L’avocat soulève les moyens suivants :
— Notification de la fin de retenue dans la procédure judiciaire : il n’est pas démontré que le procureur de la République, ni le magistrat de permanence, ont été avisés du placement en rétention.
— Monsieur a indiqué vouloir aller voir son frère en Allemagne, puis repartir au Gabon. Il n’était donc pas judicieux de placer l’intéressé en rétention, ce d’autant q’il a un passeport en cours de validité, ainsi qu’un visa Schengen.

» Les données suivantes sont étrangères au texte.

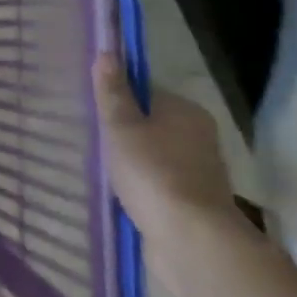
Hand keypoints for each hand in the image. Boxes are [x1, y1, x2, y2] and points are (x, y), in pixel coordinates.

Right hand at [94, 59, 240, 286]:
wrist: (192, 244)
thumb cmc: (153, 173)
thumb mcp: (121, 126)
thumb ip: (113, 92)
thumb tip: (107, 52)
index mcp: (186, 111)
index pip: (146, 94)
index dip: (119, 100)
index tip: (96, 114)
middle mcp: (199, 138)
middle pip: (151, 126)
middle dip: (125, 135)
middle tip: (96, 143)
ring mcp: (200, 175)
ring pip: (155, 159)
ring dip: (134, 165)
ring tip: (104, 172)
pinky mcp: (195, 208)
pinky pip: (160, 188)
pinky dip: (143, 191)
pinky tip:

Le représentant de l’administration répond à l’avocat en précisant que les moyens ne lui ont pas été communiqués en amont :
— Le procès-verbal fait foi jusqu’à preuve du contraire. De plus, nous avons un mail d’information au procureur de la République et au magistrat de permanence de [Localité 2] du placement en rétention.
— Moyen relevant de la compétence du juge administratif. Vous n’êtes pas saisi de la légalité de l’arrêté de placement en rétention.
— Sur le fond : l’administration a sollicité un vol à destination du Liban le 26/02.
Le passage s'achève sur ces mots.